Purpose: Ensures that governments don’t overspend today, preventing financial burdens in the future.

Global Examples:

Germany: Their “debt brake” restricts annual government borrowing to 0.35% of GDP.

US: They have a statutory debt ceiling which sets an upper limit on government borrowing.

India’s Experience:

FRBM Act, 2003: India’s version of FRL aimed at controlling government borrowing and achieving fiscal discipline.

Goals: One of the primary targets was to eradicate India’s revenue deficit by March 31, 2008.

Delays: Due to money bills, the deadline was shifted multiple times, finally settling on March 31, 2018.

Escape Clause: This is a provision that allows temporary deviations from fiscal targets due to unforeseen events. However, the very concept of a money bill in India acts as a major escape clause, letting the government easily amend the FRL.

How Fiscal Responsibility Law evolved in India?
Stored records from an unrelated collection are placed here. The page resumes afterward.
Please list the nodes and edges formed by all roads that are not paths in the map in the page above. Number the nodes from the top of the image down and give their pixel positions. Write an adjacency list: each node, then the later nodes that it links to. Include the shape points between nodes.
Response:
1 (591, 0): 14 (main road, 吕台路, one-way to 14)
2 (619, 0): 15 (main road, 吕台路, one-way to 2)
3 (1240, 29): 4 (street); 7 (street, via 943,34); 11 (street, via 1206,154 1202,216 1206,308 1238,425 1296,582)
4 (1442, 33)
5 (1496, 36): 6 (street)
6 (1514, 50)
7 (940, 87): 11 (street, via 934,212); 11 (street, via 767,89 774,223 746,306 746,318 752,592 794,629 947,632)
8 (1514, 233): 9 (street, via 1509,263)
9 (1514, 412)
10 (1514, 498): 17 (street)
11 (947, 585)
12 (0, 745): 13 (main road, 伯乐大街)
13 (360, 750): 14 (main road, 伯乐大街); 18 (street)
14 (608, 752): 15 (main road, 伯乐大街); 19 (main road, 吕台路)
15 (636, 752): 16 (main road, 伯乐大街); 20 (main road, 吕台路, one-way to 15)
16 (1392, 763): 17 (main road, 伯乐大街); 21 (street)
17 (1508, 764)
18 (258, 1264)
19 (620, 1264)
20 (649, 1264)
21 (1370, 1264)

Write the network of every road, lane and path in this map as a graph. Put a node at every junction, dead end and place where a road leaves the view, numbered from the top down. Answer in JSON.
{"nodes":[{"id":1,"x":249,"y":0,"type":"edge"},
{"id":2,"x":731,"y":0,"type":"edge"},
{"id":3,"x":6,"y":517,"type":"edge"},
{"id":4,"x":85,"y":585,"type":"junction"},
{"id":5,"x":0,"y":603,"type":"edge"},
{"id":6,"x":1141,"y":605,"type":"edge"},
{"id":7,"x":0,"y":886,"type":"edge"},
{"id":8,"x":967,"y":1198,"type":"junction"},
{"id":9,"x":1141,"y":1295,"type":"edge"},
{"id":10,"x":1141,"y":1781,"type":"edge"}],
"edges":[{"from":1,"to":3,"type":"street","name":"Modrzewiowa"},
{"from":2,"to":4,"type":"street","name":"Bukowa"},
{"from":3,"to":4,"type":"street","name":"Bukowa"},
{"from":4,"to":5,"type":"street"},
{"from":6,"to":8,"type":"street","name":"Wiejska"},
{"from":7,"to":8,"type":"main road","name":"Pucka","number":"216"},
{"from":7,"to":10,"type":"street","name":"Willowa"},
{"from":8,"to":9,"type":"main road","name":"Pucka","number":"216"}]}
Evolution of Fiscal Responsibility Law in India:

Constitutional Backing: Article 292 of India’s Constitution allows the Union government to borrow, but Parliament must set limits.

Initial Measures:

An expert committee led by EAS Sarma paved the way for the Fiscal Responsibility and Budget Management Act (FRBM) in 2003.

The Vijay Kelkar Task Force worked on its implementation in 2004.

Amendments and Delays:

FRBM’s original goal was to eliminate the revenue deficit by March 31, 2008.

Using money bills, this deadline was postponed multiple times: to 2009, 2015, and finally to 2018.

Issues with Money Bills:

The Finance Bill, being a money bill, can amend laws like the FRBM without full parliamentary scrutiny.

This loophole was used to dilute and delay fiscal targets under the FRBM Act, 2003.

A New Approach:

The FRBM Review Committee Report in 2017 proposed a new bill – the Debt Management and Fiscal Responsibility Bill – to address the challenges.

What is the need of Fiscal Responsibility Law?

Excessive Borrowing: Governments have a history of borrowing heavily, risking future financial health.

Election Driven Spending: Governments might overspend to appease voters before elections, increasing future burdens.

Economic Stability: To prevent the adverse impacts of excessive deficits on the economy, legal checks are necessary.

Constitutional Framework: Article 292 of India’s Constitution permits the Union government to borrow, but within limits set by the Parliament. An FRL defines those limits.

Accountability: A structured law ensures government remains accountable for its financial actions and decisions.